Wall Street seems destined to push to fresh highs again this week as investors continue to bet on both an improving economic outlook and a solid commitment from the US Federal Reserve to counter any weakness.

On Friday, the Dow Jones industrial average rose 0.80 per cent to close at a record 15,354.40, while the Standard & Poor's 500 Index added 0.95 per cent to finish at a record 1,666.12. The Nasdaq Composite Index gained 0.97 per cent to end at 3,498.97, its highest close in more than 12 years.

JPMorgan raised its year-end target for the S&P 500 to 1,715 from 1,580, implying a gain of just under 3.5 per cent for the index for the rest of the year, Reuters reported.

"We realise investors are apprehensive about making fresh money purchases, but we see the risk/reward as particularly attractive in Technology, Healthcare, and Financials," said the client note from JPMorgan's US equity strategist Thomas Lee.

Despite some inconsistent economic data last week, Wall Street's upward momentum appears intact.

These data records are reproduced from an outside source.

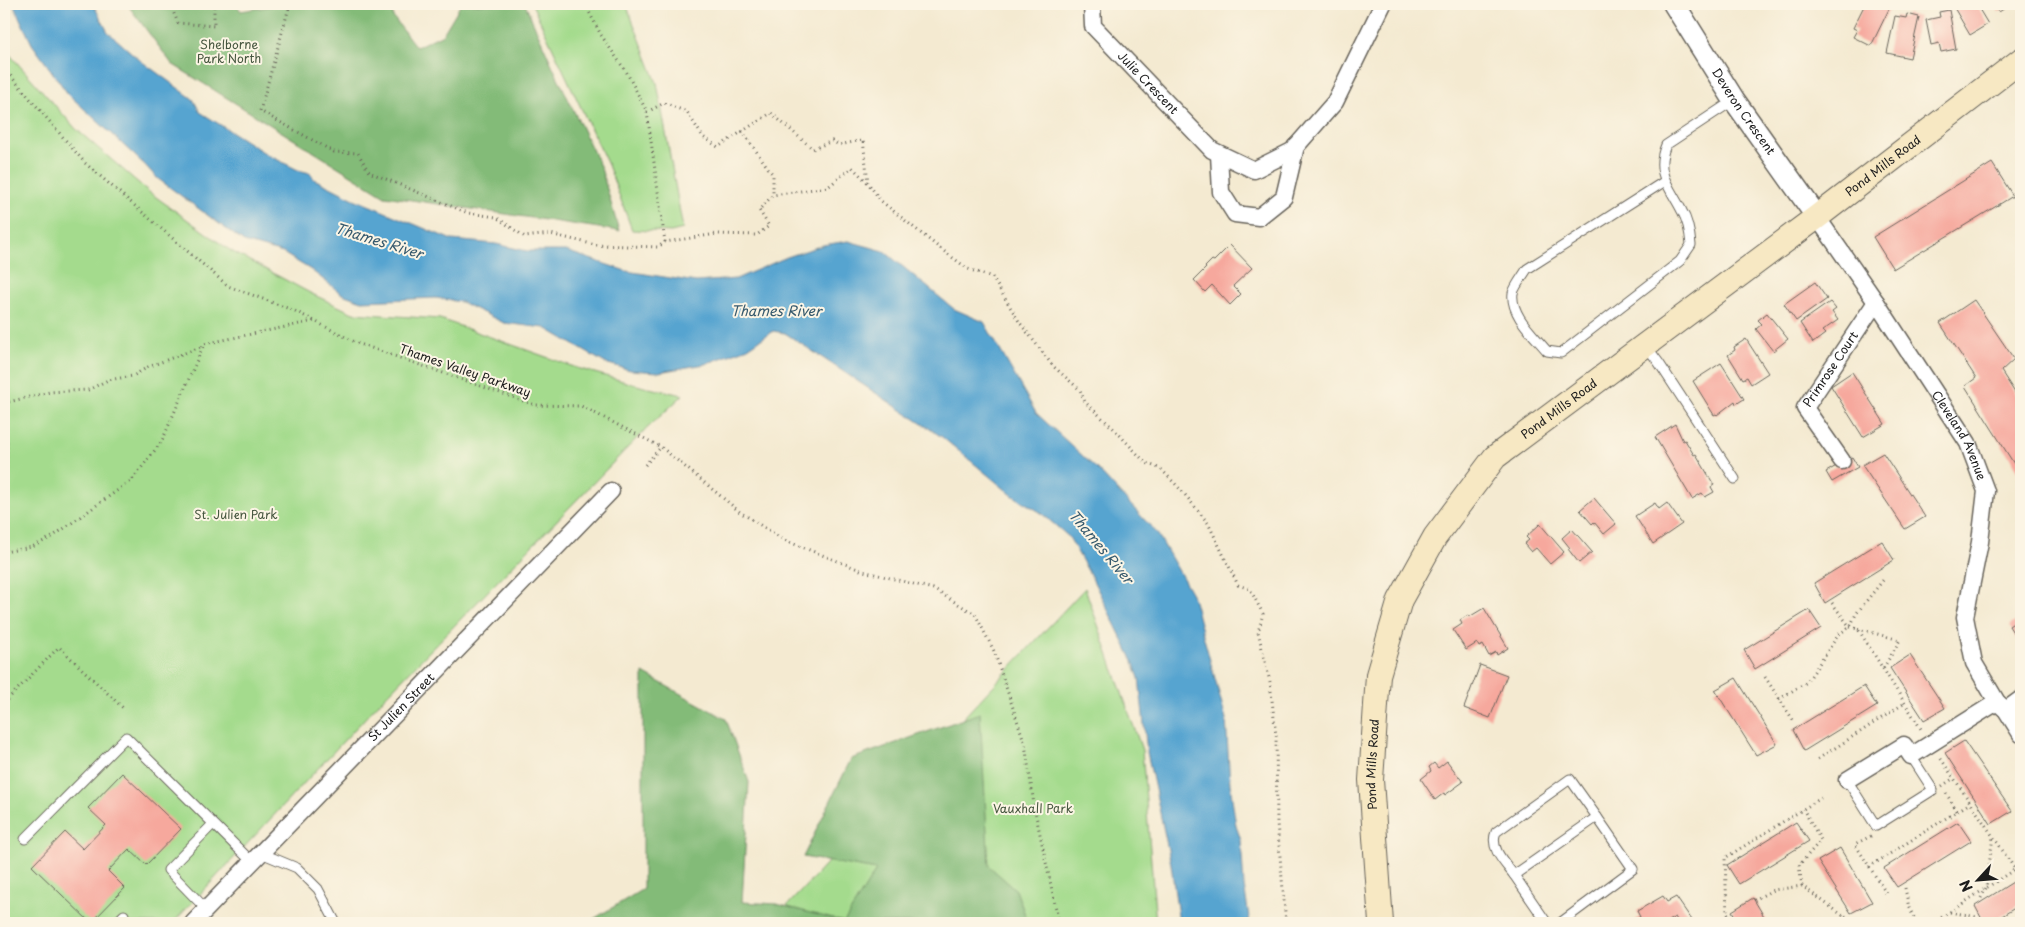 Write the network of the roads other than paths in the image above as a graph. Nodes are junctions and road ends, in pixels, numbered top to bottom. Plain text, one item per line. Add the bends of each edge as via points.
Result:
1 (1092, 4) edge
2 (1383, 4) edge
3 (1674, 4) edge
4 (2021, 60) edge
5 (1734, 100) junction
6 (1296, 146) junction
7 (1219, 154) junction
8 (1665, 181) junction
9 (1817, 217) junction
10 (1876, 302) junction
11 (1645, 344) junction
12 (1842, 460) dead end
13 (1736, 479) dead end
14 (611, 490) dead end
15 (2021, 699) edge
16 (2001, 706) junction
17 (2021, 734) edge
18 (1911, 756) junction
19 (1847, 780) joint
20 (1597, 817) junction
21 (213, 824) junction
22 (25, 839) dead end
23 (256, 858) junction
24 (1514, 875) junction
25 (206, 909) junction
26 (124, 915) dead end
27 (116, 923) edge
28 (192, 923) edge
29 (336, 923) edge
30 (1381, 923) edge
31 (1547, 923) edge
32 (1560, 923) edge

1 - 7 street, Julie Crescent via 1093,26
2 - 6 street, Julie Crescent via 1335,102
3 - 5 street, Deveron Crescent
4 - 9 main road, Pond Mills Road
5 - 8 lane via 1666,145 1661,157
5 - 9 street, Deveron Crescent
6 - 7 street, Julie Crescent via 1254,170
6 - 7 street, Julie Crescent via 1284,197 1260,217 1235,214 1221,192
8 - 8 lane via 1690,233 1691,245 1680,261 1561,353 1547,351 1514,306 1513,292 1527,269
9 - 10 street, Cleveland Avenue
9 - 11 main road, Pond Mills Road
10 - 12 street, Primrose Court via 1805,408
10 - 16 street, Cleveland Avenue via 1968,443 1986,490 1980,542 1965,617 1974,663
11 - 13 lane
11 - 30 main road, Pond Mills Road via 1495,457 1435,537 1400,600 1378,675 1371,780
14 - 23 street, St Julien Street
15 - 16 street
16 - 17 street, Cleveland Avenue
16 - 18 street
18 - 19 street via 1904,744
18 - 19 lane via 1933,790 1876,826
20 - 24 lane
20 - 24 lane via 1570,779 1496,832 1495,846
20 - 32 lane via 1633,869
21 - 22 lane via 126,737
21 - 23 lane
21 - 25 lane via 168,870
23 - 25 street, St Julien Street
23 - 29 lane via 297,868 318,889
24 - 31 lane
25 - 28 street, St Julien Street
26 - 27 lane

In the past five days, the Dow gained 1.6 per cent, the S&P 500 climbed 2.1 per cent, while the Nasdaq Composite Index rose 1.8 per cent.

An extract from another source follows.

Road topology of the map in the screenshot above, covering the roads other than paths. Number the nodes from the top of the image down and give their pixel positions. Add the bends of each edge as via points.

And for the year so far, both the Dow and the S&P 500 have added about 17 per cent, while the Nasdaq is almost 16 per cent higher.

Stronger-than-expected data on US consumer sentiment, which leapt to the highest in almost six years, and on future economic activity lifted the mood on Friday.

The Thomson Reuters/University of Michigan preliminary index of consumer sentiment climbed to 83.7 in May from 76.4 in April. Separately, an index of US leading indicators rose 0.6 per cent in April.

"We are still recovering," Doreen Mogavero, CEO of Mogavero, Lee & Co in New York, told Reuters. "The US [market], for all its woes, is still the best place to be at this moment."

It's not just stocks that are benefiting from this seeming dichotomy: the US dollar is powering ever higher and commodity currencies appear destined to extend their losses. Gold also is poised to drop still further.

On the currency markets, the greenback is back in favour. "Technically, [the US] dollar's rally has been accelerating as seen in daily charts against other major currencies and we'd expect such strength to continue," according to ActionForex.com.

The price of gold may fall to US$1,100 in a year as the precious metal "is going to get crushed," Ric Deverell, head of commodities research at Credit Suisse Group, told reporters in London on Friday.

To be sure, that creates opportunity too.

"When the fundamentals are the same but the price lower, it strikes me that gold is on sale," Adrian Day, who manages about US$140 million of assets as the president of Adrian Day Asset Management, told Bloomberg.

This Wednesday will offer investors more insight on what the world's top central bankers are thinking. There's a Bank of Japan rate decision, minutes from the Bank of England and the Fed's policy committee and Fed Chairman Ben Bernanke will be giving testimony to Congress.

While the US economic calendar is light, there's a slew of PMI data from Europe with a continuing watch on the divergence between Germany and the rest of the continent.

Europe's Stoxx 600 Index gained 1.2 per cent in the past five days.

In the US, investors will be looking for signs of strength in reports on the housing market after last week's disappointing data. Existing home sales are due Wednesday, followed by the FHFA house price index and new home sales on Thursday.

Other clues on the American economy will arrive in the form of the Chicago Fed national activity index on Monday, the PMI manufacturing index flash on Thursday and durable goods orders on Friday.

Companies releasing their latest earnings this week include Hewlett-Packard, Home Depot, Lowe's, Best Buy, Target, Gap and Abercrombie & Fitch.